L'autodigestione è particolarmente importante perché, nel contesto del metabolismo cellulare, si formano continuamente sottoprodotti superflui o danneggiati. Con il processo dell'autofagia questi possono ora essere eliminati oppure, ancora meglio, riutilizzati. Non vengono però autofagati solo prodotti del metabolismo, ma anche intere organelle cellulari – per esempio i mitocondri. Che si tratti di danni, invecchiamento o anche di una perdita programmata – prima o poi le nostre centrali energetiche cellulari iniziano a singhiozzare. Affinché ciò non influisca negativamente sulle prestazioni dell'intera cellula, il mitocondrio viene rapidamente digerito all'interno della cellula. Tanto più benefico è il fatto che dai singoli componenti vengano formate nuove centrali energetiche. In sostanza, l'autofagia è quindi allo stesso tempo il servizio di raccolta dei rifiuti e l'impianto di riciclaggio della cellula.
Il processo viene Prof.Secondo Ohsumi, viene sempre stimolata quando le condizioni per le nostre cellule sono sfavorevoli. Ad esempio, se c’è carenza di azoto o di nutrienti, questo rappresenta un segnale di avvio per il macchinario dell’autofagia.
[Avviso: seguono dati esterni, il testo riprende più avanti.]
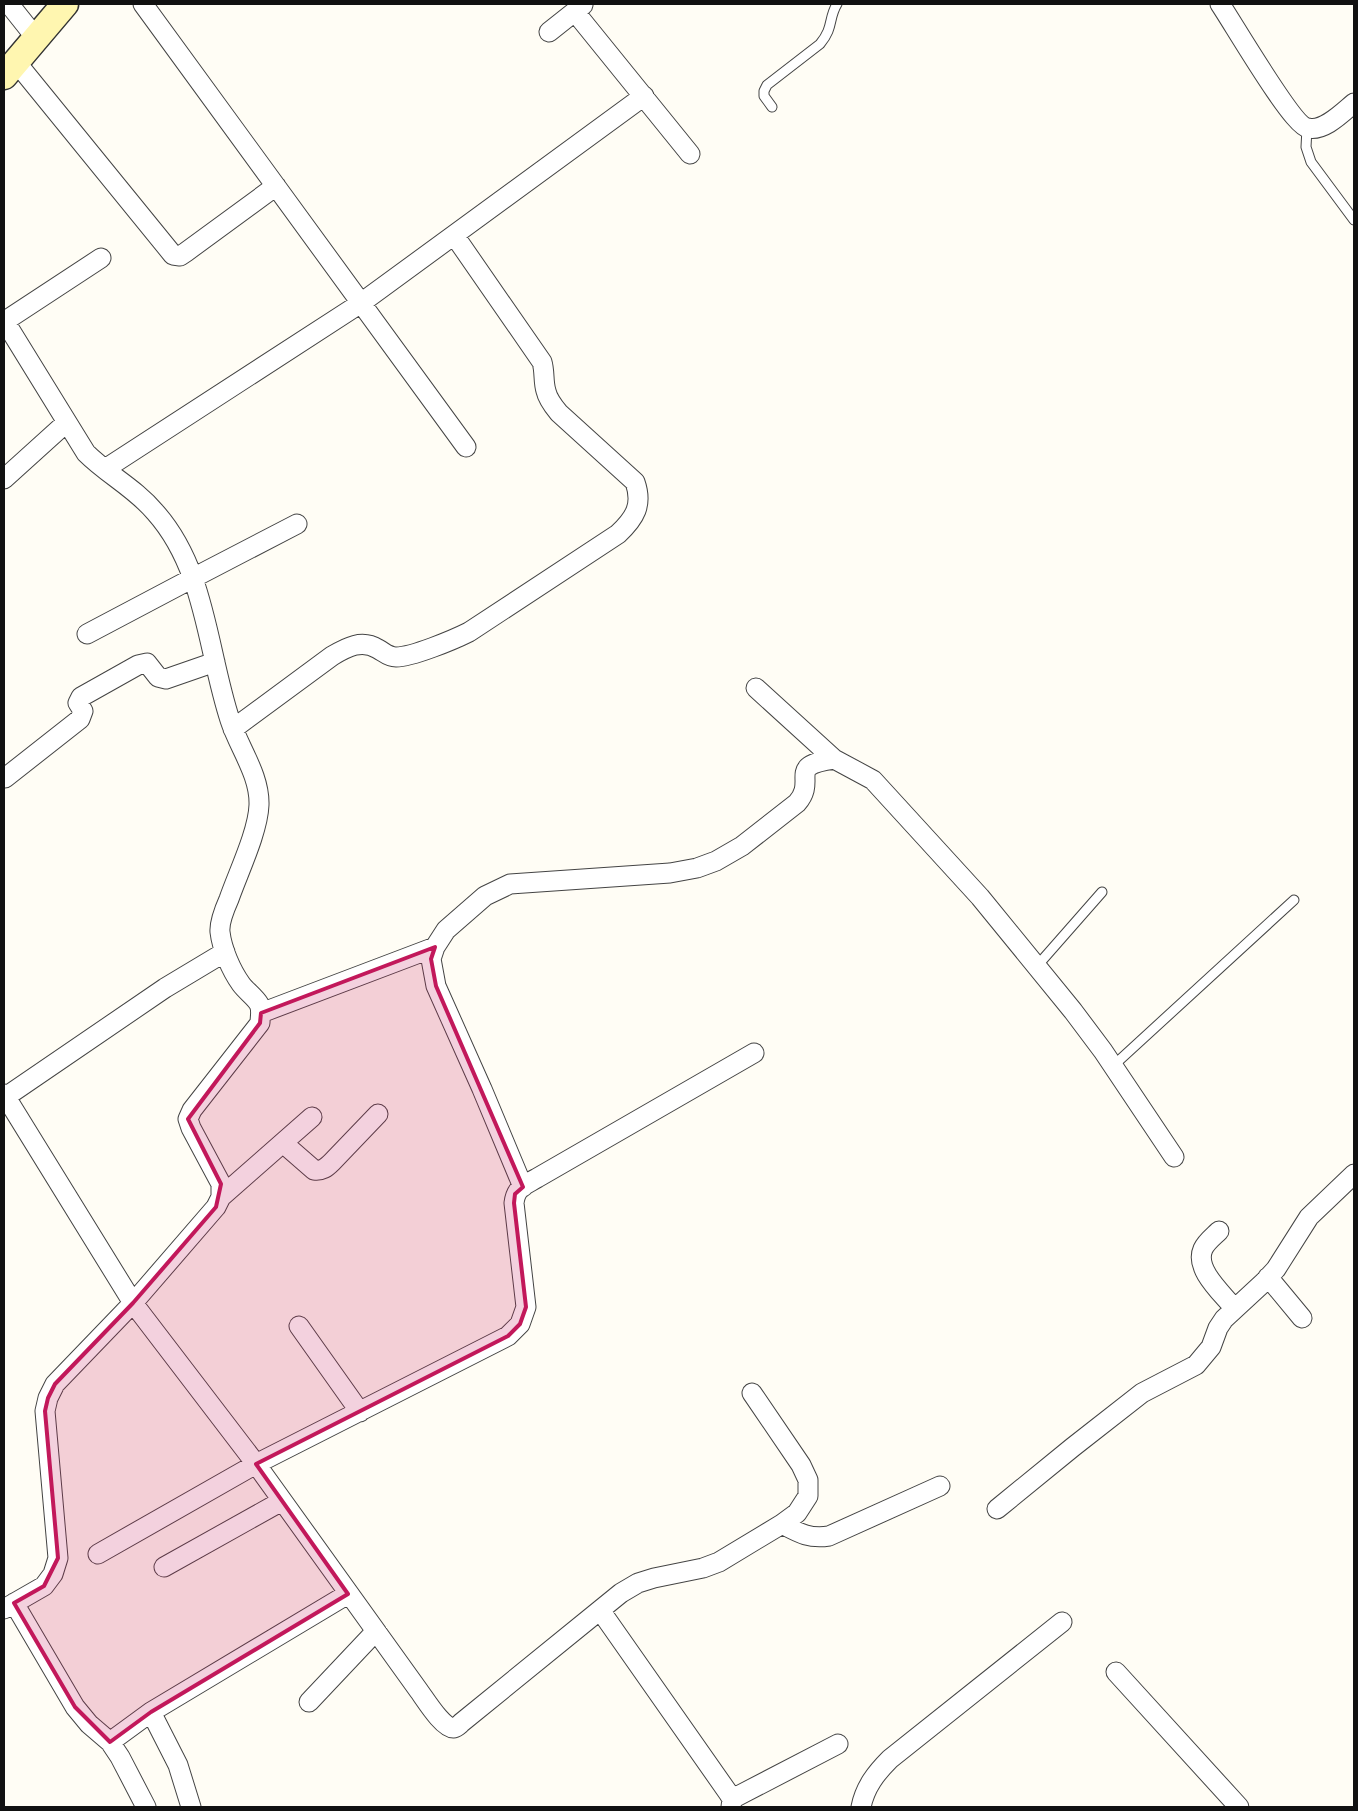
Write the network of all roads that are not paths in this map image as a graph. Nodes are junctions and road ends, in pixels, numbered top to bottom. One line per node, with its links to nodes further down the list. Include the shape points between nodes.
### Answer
1 (9, 4): 8 (street)
2 (65, 4): 8 (street)
3 (143, 4): 15 (street)
4 (837, 4): 12 (lane, via 832,11 827,36 767,85 764,96)
5 (1220, 4): 13 (street, via 1281,99)
6 (580, 8): 7 (street); 10 (street)
7 (549, 32)
8 (36, 38): 9 (street)
9 (10, 69): 15 (street, via 173,255 180,256 186,252)
10 (644, 96): 14 (street); 17 (street)
11 (1354, 103): 13 (street, via 1323,126)
12 (772, 107)
13 (1307, 128): 16 (lane, via 1306,147 1311,162)
14 (690, 154)
15 (276, 186): 19 (street)
16 (1354, 220)
17 (454, 235): 19 (street); 30 (street, via 542,362 549,400 559,413 635,482 638,491 635,515 618,534 469,632 402,657 388,655 366,643 346,648)
18 (101, 258): 20 (street)
19 (361, 303): 22 (street); 23 (street)
20 (4, 321): 21 (street)
21 (67, 422): 23 (street, via 86,453); 24 (street)
22 (466, 446)
23 (105, 469): 26 (street, via 136,491 156,512 172,532)
24 (4, 479)
25 (298, 524): 26 (street)
26 (193, 578): 27 (street); 28 (street, via 206,617)
27 (87, 634)
28 (215, 662): 30 (street); 32 (street, via 166,679 158,677 147,663 138,665 80,698 78,703 83,711 80,719)
29 (756, 688): 31 (street)
30 (233, 728): 36 (street, via 257,787 259,805 256,824 220,930)
31 (834, 759): 35 (street, via 810,765 806,769 804,794 798,803 742,846 716,861 670,873 510,884 485,896 446,930); 37 (street, via 873,780 980,897)
32 (4, 779)
33 (1102, 892): 37 (lane)
34 (1294, 900): 40 (lane)
35 (435, 948): 38 (street); 47 (street, via 431,959 436,986)
36 (225, 952): 38 (street); 41 (street, via 165,988)
37 (1037, 966): 40 (street)
38 (261, 1013): 48 (street, via 260,1023 188,1119 220,1184)
39 (754, 1053): 47 (street)
40 (1113, 1066): 45 (street)
41 (4, 1097): 51 (street)
42 (378, 1114): 44 (street, via 332,1162 319,1170 314,1170)
43 (312, 1117): 44 (street)
44 (283, 1143): 48 (street)
45 (1174, 1157)
46 (1354, 1174): 50 (street, via 1309,1216)
47 (522, 1187): 56 (street, via 515,1194 514,1203 526,1307 520,1324 508,1336)
48 (220, 1197): 51 (street, via 216,1207)
49 (1219, 1231): 52 (street, via 1203,1249 1201,1262 1207,1276)
50 (1268, 1277): 52 (street); 53 (street)
51 (133, 1303): 57 (street); 65 (street, via 55,1384 48,1398 45,1412 58,1558 53,1574 44,1586)
52 (1234, 1308): 60 (street, via 1196,1365 1142,1393)
53 (1302, 1318)
54 (299, 1326): 56 (street)
55 (752, 1393): 61 (street, via 808,1480 808,1496 797,1513)
56 (360, 1412): 57 (street)
57 (256, 1464): 59 (street); 62 (street)
58 (940, 1486): 61 (street, via 829,1536 816,1538)
59 (282, 1501): 63 (street); 64 (street)
60 (997, 1509)
61 (782, 1524): 66 (street, via 719,1562 638,1583)
62 (98, 1554)
63 (164, 1567)
64 (348, 1594): 68 (street); 71 (street)
65 (9, 1606): 72 (street, via 75,1707)
66 (600, 1610): 68 (street, via 454,1728 442,1722); 74 (street)
67 (1062, 1622): 77 (street, via 890,1759 876,1773 863,1795)
68 (376, 1631): 70 (street)
69 (1116, 1672): 78 (street)
70 (309, 1702)
71 (151, 1712): 72 (street); 76 (street, via 178,1765)
72 (110, 1742): 75 (street)
73 (838, 1744): 74 (street)
74 (732, 1803)
75 (146, 1807)
76 (191, 1807)
77 (861, 1807)
78 (1239, 1807)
Ma anche il sistema migliore prima o poi perde colpi. Con l’invecchiamento diminuiscono sia la concentrazione di spermidina sia l’attività del nostro programma di autopulizia.
Tali disfunzioni, secondo gli studi, possono portare a malattie metaboliche, infezioni o anche a malattie neurodegenerative (Alzheimer, Parkinson). In queste ultime si verificano depositi patologici di proteine nelle cellule. Ciò sottolinea ancora una volta quanto sia importante preservare questa capacità.
Il digiuno funziona
Oltre alla spermidina, anche il digiuno può rimettere in moto il nostro sistema di riciclaggio. La regola empirica più comune è qui 16:8 – 16 ore di digiuno e 8 ore in cui si mangia. Il principio alla base è tanto semplice quanto logico: se non arriva nulla di nuovo, il vecchio viene riutilizzato. Inoltre, il corpo non è costantemente impegnato a scomporre nuovo cibo, ma può sfruttare il tempo per fare pulizia. Se solo fossimo altrettanto coerenti nelle pulizie domestiche di tutti i giorni.
I vantaggi del digiuno spaziano dagli effetti positivi sulle malattie cardiovascolari fino a un aumento delle prestazioni. In questo caso, quindi, meno è davvero di più. Purtroppo questo non vale per le pulizie di casa.

Riepilogo
Alla fine vogliamo ora davvero andare dritti al punto. Le teorie intorno alla spermidina possono essere riassunte così: la molecola dovrebbe suggerire al nostro corpo uno stato di digiuno e quindi rendere utilizzabili i vantaggi del digiuno, cioè un’aumentata autofagia, senza una reale rinuncia al cibo. Un’ alimentazione ricca di spermidina è stata associata negli studi a una maggiore aspettativa di vita.